Yup! Right now web, ActivityPub (both Mastodon and others), and Bluesky. Hopefully more soon.

[hollowaykeanho]

I may not fully understand what you mean here, but if you think you see a security vulnerability in Bridgy Fed, please do report it! I take all reports seriously. https://fed.brid.gy/docs#vulnerability

Ahhh... let me try to frame the message with Q&A:

1. Do you agree that the linked profile shall represent the origin profile in terms of socially (not coding) verbatim? YES/NO
2. Do you planned to do some alteration to the linked profile aside the porting efforts from the origin profile like ad-post injection in the future for cost recuperation? YES/NO

If (1) is YES AND (2) is NO, then the linked profile and the origin profile are representing each other so you can safely set rel="me" as specified by the Microdata (both linked profile and origin profile are socially me).

If (1) is NO OR (2) is YES, you need to specify it in the docs why they're not the same so that people is aware of what is your exact offering before perform the bridge work.

Matching the microdata specification, My Mastodon is recognizing your fed profile; right now yours do not honor back. You do not have to worry about misinformation/misrepresentation by adding rel="me" because I'm still the authority for recognizing it back. It's 2 way, remember?

Breach of trust is beyond code security. This is a public issue. Hence, tread carefully.

PKI is hard.

Haha. Fortunately for you, this is not the case and I'm not requesting one. The Microdata spec does not represent this as well. Now that we're aligned, let's leave it out. =)

Yup! Right now web, ActivityPub (both Mastodon and others), and Bluesky. Hopefully more soon.

Then you're on the right track. That Fed profile will later become something like a linktree so honoring the fed profile page makes a lot more sense. Imagine somewhere in the future there are 30+ bridged network --> that will be insane to manage.

[hollowaykeanho]

Nevermind. I will close the case now since I'm no longer performing the bridge. Please focus on other important matters.

Thanks.

[snarfed]

Sorry to hear you're not using the bridge any more.
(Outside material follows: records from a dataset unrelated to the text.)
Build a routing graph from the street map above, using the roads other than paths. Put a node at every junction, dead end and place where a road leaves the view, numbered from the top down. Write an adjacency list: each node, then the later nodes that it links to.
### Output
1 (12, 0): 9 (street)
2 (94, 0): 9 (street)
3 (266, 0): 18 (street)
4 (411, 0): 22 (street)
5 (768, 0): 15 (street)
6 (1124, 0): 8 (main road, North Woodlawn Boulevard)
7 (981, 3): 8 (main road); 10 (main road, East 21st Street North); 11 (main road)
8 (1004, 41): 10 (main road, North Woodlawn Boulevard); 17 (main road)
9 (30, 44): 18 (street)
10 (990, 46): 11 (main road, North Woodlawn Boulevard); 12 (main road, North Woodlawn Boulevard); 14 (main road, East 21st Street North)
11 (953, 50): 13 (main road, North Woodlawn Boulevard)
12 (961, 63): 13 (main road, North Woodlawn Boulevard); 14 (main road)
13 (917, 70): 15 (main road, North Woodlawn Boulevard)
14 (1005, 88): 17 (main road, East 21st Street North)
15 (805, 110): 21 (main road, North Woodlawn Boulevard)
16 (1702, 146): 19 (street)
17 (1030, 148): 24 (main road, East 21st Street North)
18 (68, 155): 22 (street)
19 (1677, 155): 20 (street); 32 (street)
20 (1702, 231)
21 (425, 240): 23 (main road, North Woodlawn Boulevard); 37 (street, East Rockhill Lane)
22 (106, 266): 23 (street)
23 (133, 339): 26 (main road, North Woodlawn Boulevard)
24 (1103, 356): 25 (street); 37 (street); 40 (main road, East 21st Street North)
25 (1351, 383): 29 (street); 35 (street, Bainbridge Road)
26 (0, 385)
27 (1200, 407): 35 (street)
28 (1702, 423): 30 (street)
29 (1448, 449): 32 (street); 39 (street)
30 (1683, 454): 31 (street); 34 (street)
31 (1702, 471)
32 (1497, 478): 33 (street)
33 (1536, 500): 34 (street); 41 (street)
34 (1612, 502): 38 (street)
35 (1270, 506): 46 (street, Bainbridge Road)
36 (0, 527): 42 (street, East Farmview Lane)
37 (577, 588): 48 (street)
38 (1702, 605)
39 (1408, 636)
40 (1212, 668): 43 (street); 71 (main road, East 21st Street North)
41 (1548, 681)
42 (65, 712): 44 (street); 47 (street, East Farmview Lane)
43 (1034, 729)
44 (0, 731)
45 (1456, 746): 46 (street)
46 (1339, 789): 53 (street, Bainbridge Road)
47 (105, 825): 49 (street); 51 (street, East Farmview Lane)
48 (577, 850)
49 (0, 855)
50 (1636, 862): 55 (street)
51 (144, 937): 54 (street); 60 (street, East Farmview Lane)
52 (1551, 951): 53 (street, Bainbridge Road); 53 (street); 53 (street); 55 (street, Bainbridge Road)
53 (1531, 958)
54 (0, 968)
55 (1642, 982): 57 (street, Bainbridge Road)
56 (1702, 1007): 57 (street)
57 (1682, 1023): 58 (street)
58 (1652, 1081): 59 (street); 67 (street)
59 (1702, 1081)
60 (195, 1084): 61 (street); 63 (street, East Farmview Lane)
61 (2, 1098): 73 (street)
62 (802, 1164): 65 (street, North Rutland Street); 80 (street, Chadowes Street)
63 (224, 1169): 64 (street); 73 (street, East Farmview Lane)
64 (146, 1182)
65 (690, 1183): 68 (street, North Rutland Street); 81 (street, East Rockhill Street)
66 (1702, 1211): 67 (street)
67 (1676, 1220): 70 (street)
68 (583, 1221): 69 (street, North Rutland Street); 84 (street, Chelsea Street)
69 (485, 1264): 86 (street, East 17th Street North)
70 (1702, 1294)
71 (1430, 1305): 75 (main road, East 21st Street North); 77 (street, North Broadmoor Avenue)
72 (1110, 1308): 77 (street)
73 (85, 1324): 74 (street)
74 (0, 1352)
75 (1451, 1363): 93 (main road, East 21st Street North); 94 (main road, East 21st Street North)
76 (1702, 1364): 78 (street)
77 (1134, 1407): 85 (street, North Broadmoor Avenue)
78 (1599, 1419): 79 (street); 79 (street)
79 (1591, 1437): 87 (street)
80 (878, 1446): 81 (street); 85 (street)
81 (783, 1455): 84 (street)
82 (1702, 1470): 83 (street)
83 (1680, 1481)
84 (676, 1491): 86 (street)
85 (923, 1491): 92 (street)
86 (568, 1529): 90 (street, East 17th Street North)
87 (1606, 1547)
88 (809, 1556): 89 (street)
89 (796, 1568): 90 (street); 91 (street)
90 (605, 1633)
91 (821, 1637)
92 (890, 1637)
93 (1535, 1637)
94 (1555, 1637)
Be very careful what you're about to reply here... ... Breach of trust is beyond code security. This is a public issue. Hence, tread carefully.

When you're asking an open source maintainer to do something for you, threats like these don't help. Maybe skip them next time.

1. Do you agree that the linked profile shall represent the origin profile in terms of socially (not coding) verbatim?

If "linked profile" means eg https://bsky.app/profile/hollowaykeanho.mastodon.online.ap.brid.gy , then yes. If it means https://fed.brid.gy/ap/@hollowaykeanho@mastodon.online , then no.

2. Do you planned to do some alteration to the linked profile aside the porting efforts from the origin profile like ad-post injection in the future for cost recuperation?

No.

I'm not exactly sure where that leaves us. You're obviously welcome to put any link you want on your Mastodon profile, even if it doesn't make sense to me. And I may not be convinced that rel=me belongs on the Bridgy Fed user pages, but it's pretty harmless, so I guess I don't mind adding it. I'll go ahead and do that.